TASK PROMPT ::
Could you give the data below again exactly, apart from the pictures?

Dataset entries:
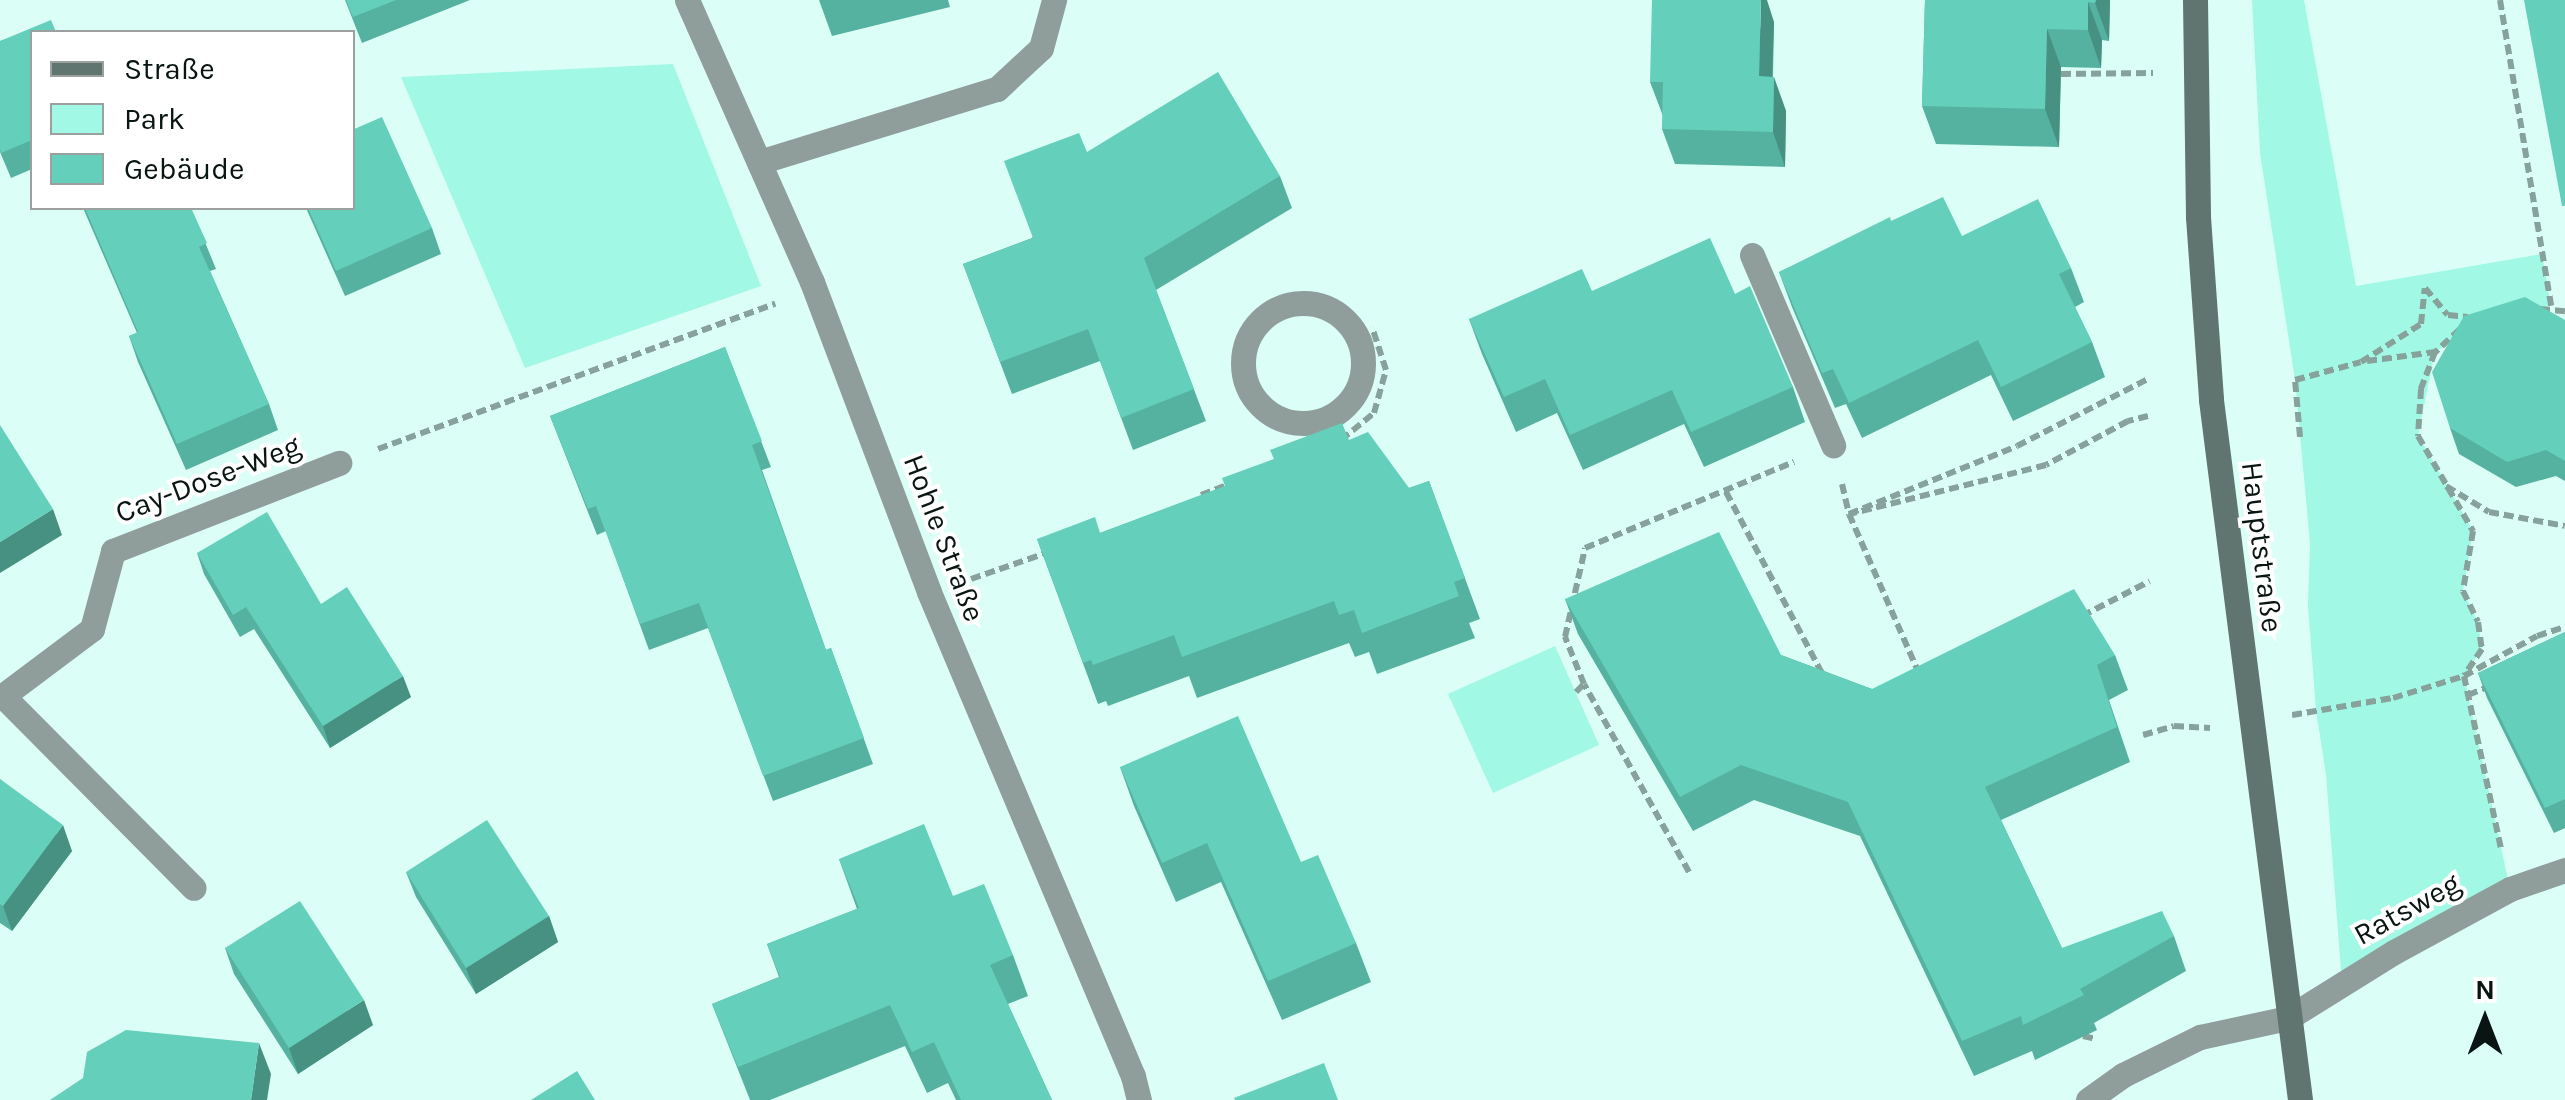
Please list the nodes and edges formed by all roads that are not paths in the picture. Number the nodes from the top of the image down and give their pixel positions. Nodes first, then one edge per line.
1 (687, 0) edge
2 (1054, 0) edge
3 (2194, 0) edge
4 (759, 162) junction
5 (1752, 255) dead end
6 (1364, 330) joint
7 (1833, 445) road end
8 (339, 463) road end
9 (2, 698) edge
10 (2565, 870) edge
11 (194, 888) dead end
12 (2288, 1018) junction
13 (1139, 1100) edge
14 (2088, 1100) edge
15 (2300, 1100) edge

1 - 4 street, Hohle Straße
2 - 4 street
3 - 12 main road, Hauptstraße
4 - 13 street, Hohle Straße
5 - 7 street
6 - 6 street
8 - 9 street, Cay-Dose-Weg
9 - 11 street, Cay-Dose-Weg
10 - 12 street, Ratsweg
12 - 14 street, Ratsweg
12 - 15 main road, Hauptstraße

WORKED SOLUTION ::
Please list the nodes and edges formed by all roads that are not paths in the picture. Number the nodes from the top of the image down and give their pixel positions. Nodes first, then one edge per line.
1 (687, 0) edge
2 (1054, 0) edge
3 (2194, 0) edge
4 (759, 162) junction
5 (1752, 255) dead end
6 (1364, 330) joint
7 (1833, 445) road end
8 (339, 463) road end
9 (2, 698) edge
10 (2565, 870) edge
11 (194, 888) dead end
12 (2288, 1018) junction
13 (1139, 1100) edge
14 (2088, 1100) edge
15 (2300, 1100) edge

1 - 4 street, Hohle Straße
2 - 4 street
3 - 12 main road, Hauptstraße
4 - 13 street, Hohle Straße
5 - 7 street
6 - 6 street
8 - 9 street, Cay-Dose-Weg
9 - 11 street, Cay-Dose-Weg
10 - 12 street, Ratsweg
12 - 14 street, Ratsweg
12 - 15 main road, Hauptstraße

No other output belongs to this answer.